*What is needed*:
Go through the entries one line at a time, and gather every line that has the word "Cambridge".

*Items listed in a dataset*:
Content starts

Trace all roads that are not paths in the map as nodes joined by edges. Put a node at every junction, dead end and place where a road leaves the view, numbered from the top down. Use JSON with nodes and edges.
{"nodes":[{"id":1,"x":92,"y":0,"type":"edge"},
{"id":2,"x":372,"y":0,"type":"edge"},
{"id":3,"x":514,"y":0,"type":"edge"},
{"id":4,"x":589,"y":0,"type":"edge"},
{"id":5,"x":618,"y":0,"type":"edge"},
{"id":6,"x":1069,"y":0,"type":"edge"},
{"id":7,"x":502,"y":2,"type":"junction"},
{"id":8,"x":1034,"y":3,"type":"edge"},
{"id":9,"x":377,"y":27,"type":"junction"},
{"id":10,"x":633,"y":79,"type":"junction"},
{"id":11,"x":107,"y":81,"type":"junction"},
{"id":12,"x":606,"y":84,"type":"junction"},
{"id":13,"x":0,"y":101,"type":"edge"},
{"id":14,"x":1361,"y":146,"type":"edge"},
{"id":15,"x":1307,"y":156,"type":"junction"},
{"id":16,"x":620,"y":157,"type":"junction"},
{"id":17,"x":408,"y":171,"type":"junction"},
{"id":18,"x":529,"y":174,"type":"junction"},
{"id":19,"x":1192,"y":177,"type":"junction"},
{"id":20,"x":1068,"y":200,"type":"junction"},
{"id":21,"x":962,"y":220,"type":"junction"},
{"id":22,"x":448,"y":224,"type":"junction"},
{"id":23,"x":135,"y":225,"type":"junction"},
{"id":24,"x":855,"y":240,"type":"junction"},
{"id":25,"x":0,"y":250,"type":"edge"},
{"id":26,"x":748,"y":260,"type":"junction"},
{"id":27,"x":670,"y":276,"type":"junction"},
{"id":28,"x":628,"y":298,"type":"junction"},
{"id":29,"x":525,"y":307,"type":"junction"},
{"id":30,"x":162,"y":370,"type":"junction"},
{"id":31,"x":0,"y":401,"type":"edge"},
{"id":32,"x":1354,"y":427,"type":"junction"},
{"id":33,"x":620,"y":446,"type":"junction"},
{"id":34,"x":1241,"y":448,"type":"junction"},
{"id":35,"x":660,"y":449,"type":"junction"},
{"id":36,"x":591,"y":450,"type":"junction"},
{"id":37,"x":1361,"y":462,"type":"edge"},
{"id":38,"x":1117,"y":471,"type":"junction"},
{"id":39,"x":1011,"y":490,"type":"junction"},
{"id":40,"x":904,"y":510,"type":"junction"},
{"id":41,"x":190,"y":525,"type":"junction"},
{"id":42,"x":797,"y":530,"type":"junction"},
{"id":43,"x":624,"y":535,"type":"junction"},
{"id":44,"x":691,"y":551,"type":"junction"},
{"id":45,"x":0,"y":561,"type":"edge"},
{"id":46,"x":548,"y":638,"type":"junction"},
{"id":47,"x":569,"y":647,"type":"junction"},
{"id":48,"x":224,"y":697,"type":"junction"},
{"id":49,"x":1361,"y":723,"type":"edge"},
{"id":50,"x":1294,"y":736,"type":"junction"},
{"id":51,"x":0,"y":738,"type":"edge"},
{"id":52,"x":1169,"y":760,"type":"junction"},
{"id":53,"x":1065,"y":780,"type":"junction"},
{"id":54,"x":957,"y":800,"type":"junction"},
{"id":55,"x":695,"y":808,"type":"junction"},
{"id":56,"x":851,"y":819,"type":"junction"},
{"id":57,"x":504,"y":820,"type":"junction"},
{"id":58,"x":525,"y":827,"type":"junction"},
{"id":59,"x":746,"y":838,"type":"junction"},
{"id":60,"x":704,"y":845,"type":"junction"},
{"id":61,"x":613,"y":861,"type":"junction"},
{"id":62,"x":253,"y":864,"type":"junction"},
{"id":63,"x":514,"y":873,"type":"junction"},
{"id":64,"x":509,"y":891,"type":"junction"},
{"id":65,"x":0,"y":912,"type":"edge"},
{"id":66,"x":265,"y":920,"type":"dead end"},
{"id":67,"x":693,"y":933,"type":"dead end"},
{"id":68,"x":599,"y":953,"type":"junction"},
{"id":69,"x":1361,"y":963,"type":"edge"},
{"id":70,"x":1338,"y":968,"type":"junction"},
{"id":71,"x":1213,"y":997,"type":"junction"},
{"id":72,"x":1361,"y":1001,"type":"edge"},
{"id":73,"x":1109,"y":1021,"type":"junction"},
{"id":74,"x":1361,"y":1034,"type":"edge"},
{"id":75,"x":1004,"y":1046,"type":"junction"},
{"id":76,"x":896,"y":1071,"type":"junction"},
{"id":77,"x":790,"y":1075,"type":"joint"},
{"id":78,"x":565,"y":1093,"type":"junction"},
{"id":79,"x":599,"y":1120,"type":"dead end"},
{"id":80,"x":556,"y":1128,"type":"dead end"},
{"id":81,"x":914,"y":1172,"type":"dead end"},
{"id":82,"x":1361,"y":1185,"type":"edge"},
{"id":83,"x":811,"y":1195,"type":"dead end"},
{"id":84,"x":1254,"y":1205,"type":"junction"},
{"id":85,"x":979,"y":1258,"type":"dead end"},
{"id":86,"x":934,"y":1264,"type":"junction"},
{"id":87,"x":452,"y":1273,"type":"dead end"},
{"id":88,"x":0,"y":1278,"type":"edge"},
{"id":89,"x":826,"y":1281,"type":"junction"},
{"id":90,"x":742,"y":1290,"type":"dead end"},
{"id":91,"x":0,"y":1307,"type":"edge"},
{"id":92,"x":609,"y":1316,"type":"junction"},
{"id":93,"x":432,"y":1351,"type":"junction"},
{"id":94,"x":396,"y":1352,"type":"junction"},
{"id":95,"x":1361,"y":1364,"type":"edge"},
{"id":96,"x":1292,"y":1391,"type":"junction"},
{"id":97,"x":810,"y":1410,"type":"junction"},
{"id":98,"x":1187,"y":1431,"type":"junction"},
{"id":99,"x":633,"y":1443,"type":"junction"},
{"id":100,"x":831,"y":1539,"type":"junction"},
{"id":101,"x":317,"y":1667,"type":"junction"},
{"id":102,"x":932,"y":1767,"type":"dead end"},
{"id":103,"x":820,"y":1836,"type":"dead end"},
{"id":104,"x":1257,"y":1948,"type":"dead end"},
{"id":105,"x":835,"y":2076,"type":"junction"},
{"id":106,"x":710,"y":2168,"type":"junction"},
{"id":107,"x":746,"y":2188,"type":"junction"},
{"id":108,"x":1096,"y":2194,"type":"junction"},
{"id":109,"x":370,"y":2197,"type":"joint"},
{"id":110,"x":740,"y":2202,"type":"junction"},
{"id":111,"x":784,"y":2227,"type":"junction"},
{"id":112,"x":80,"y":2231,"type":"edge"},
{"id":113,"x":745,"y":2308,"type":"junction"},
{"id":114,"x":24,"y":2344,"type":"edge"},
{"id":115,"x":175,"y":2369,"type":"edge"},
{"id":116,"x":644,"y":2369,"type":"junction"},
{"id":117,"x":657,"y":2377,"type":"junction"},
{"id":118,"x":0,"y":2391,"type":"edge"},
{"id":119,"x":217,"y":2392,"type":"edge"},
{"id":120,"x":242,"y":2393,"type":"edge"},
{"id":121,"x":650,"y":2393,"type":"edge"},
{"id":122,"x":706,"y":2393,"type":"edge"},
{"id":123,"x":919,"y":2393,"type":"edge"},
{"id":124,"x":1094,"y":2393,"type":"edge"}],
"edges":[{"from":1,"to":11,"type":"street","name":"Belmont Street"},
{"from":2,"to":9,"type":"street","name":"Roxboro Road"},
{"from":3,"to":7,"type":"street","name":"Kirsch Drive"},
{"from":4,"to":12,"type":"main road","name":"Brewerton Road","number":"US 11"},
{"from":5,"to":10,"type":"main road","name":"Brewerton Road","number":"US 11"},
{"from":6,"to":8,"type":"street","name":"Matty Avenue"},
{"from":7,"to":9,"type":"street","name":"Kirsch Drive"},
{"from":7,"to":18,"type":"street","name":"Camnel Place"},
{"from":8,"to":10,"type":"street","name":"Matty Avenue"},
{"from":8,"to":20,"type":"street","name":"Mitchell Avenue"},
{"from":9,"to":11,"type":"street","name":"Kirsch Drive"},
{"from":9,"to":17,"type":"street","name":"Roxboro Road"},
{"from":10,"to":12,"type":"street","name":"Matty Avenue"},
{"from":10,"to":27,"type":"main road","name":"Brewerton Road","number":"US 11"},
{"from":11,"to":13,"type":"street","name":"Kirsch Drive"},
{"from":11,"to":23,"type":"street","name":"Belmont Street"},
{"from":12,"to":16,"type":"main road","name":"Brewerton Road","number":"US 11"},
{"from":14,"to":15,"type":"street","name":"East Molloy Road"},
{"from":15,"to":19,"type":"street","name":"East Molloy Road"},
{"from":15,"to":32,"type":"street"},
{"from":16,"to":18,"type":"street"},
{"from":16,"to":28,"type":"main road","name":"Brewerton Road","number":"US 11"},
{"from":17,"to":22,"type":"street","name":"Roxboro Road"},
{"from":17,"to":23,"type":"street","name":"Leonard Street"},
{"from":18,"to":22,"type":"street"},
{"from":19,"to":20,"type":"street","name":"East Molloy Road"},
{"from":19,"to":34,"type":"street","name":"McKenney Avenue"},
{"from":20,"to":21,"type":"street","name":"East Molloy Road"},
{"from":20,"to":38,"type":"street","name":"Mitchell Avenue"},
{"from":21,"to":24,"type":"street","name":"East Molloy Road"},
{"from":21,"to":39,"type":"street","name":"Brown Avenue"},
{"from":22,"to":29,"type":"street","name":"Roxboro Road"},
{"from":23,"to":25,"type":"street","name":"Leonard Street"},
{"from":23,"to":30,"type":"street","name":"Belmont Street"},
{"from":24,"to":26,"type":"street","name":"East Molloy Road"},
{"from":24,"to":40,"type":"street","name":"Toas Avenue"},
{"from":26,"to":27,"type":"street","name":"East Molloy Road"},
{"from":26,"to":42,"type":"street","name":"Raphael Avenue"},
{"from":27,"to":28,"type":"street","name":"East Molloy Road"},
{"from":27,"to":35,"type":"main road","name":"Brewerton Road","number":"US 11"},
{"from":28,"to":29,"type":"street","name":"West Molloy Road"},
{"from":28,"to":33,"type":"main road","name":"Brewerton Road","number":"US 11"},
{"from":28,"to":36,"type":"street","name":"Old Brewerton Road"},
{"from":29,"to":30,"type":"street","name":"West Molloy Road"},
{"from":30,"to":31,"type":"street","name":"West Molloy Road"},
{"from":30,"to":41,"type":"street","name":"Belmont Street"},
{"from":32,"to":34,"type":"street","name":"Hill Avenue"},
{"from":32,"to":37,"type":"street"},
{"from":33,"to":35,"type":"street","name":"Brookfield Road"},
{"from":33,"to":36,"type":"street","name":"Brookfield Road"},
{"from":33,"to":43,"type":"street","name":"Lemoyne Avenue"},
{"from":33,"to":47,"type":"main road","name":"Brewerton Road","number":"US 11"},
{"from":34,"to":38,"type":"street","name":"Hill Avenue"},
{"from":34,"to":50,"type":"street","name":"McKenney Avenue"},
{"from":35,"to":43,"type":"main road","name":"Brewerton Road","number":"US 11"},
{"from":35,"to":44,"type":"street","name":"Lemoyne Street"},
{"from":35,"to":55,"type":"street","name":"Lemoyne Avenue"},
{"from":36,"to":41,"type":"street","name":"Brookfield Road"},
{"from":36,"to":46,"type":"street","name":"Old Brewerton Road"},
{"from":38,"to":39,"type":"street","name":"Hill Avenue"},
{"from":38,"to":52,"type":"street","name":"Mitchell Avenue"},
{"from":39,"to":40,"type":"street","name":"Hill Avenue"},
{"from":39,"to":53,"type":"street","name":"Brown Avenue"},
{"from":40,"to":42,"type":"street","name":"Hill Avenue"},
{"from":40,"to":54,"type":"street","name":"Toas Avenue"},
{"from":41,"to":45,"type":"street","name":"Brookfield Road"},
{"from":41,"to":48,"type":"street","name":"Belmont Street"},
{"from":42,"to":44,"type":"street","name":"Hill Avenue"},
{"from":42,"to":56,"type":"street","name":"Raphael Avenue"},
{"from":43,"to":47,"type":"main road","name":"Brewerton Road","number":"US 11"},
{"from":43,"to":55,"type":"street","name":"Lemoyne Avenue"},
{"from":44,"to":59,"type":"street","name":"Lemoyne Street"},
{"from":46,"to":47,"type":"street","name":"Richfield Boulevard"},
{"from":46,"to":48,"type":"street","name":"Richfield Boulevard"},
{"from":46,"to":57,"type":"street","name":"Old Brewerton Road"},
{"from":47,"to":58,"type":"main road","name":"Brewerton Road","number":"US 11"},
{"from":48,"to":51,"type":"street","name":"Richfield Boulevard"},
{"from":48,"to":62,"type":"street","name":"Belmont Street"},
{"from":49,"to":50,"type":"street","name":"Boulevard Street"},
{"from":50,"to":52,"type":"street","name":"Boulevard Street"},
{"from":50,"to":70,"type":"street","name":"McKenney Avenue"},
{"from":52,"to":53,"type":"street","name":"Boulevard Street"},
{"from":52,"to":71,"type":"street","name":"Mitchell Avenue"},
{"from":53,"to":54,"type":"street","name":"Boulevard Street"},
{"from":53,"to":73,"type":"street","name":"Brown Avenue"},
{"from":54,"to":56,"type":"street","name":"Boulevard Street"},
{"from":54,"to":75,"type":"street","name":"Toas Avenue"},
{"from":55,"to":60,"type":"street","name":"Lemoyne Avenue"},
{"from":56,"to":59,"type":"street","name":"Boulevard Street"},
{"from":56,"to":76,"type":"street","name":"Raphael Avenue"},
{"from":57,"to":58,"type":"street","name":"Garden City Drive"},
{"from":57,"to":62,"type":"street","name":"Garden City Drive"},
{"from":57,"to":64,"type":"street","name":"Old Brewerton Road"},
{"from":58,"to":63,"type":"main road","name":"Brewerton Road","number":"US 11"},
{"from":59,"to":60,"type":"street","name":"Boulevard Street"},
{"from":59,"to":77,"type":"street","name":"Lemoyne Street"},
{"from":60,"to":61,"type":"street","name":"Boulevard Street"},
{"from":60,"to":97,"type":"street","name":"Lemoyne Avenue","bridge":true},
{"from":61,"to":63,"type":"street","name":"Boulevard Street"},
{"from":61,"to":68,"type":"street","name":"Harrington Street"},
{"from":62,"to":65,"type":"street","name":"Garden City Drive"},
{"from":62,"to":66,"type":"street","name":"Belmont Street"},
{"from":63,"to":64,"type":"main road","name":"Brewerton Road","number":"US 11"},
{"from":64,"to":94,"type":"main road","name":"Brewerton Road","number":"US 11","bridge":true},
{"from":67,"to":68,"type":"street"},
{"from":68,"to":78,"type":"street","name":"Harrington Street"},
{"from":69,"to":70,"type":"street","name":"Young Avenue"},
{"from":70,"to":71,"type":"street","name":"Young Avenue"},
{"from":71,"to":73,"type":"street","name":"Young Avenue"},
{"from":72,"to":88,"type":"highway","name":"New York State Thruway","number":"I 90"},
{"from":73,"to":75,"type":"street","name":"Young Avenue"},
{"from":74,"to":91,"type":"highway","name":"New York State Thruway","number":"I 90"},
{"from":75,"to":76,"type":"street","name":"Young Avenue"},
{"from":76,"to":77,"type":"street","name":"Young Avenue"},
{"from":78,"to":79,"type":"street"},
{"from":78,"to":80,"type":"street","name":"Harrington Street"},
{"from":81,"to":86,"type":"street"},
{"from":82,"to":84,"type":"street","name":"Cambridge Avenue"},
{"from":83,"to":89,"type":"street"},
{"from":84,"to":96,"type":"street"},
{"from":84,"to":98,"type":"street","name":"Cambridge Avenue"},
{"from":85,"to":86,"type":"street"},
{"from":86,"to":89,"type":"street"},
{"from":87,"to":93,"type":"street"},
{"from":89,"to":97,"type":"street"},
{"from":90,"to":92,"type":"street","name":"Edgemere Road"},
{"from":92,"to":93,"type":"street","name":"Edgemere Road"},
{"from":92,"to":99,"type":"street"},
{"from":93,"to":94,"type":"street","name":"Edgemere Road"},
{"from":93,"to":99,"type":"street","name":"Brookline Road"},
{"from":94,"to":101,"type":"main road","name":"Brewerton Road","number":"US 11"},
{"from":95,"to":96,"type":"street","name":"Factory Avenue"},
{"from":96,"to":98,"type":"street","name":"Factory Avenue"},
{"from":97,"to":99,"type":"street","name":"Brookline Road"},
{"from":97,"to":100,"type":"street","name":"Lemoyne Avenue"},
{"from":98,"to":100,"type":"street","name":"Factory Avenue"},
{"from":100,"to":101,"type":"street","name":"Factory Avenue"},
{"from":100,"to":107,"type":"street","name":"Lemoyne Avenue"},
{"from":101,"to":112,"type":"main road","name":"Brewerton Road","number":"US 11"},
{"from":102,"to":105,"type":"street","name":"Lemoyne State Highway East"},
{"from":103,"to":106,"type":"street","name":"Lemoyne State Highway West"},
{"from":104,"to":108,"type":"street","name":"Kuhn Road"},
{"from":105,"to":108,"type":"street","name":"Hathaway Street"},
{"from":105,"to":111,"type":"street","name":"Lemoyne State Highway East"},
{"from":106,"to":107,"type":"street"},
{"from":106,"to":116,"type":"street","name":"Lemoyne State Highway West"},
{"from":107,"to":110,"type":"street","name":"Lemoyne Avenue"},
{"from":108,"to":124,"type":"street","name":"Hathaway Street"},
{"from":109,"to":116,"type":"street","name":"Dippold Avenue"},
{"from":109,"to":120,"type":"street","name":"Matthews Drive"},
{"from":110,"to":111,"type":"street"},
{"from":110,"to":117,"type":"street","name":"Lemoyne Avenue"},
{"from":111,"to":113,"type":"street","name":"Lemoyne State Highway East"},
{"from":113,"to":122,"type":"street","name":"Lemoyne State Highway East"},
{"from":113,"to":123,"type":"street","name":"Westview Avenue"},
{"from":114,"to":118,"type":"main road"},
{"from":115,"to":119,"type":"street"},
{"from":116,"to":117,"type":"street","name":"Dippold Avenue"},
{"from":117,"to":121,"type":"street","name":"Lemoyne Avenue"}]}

Content ends

*Result*:
{"from":82,"to":84,"type":"street","name":"Cambridge Avenue"},
{"from":84,"to":98,"type":"street","name":"Cambridge Avenue"},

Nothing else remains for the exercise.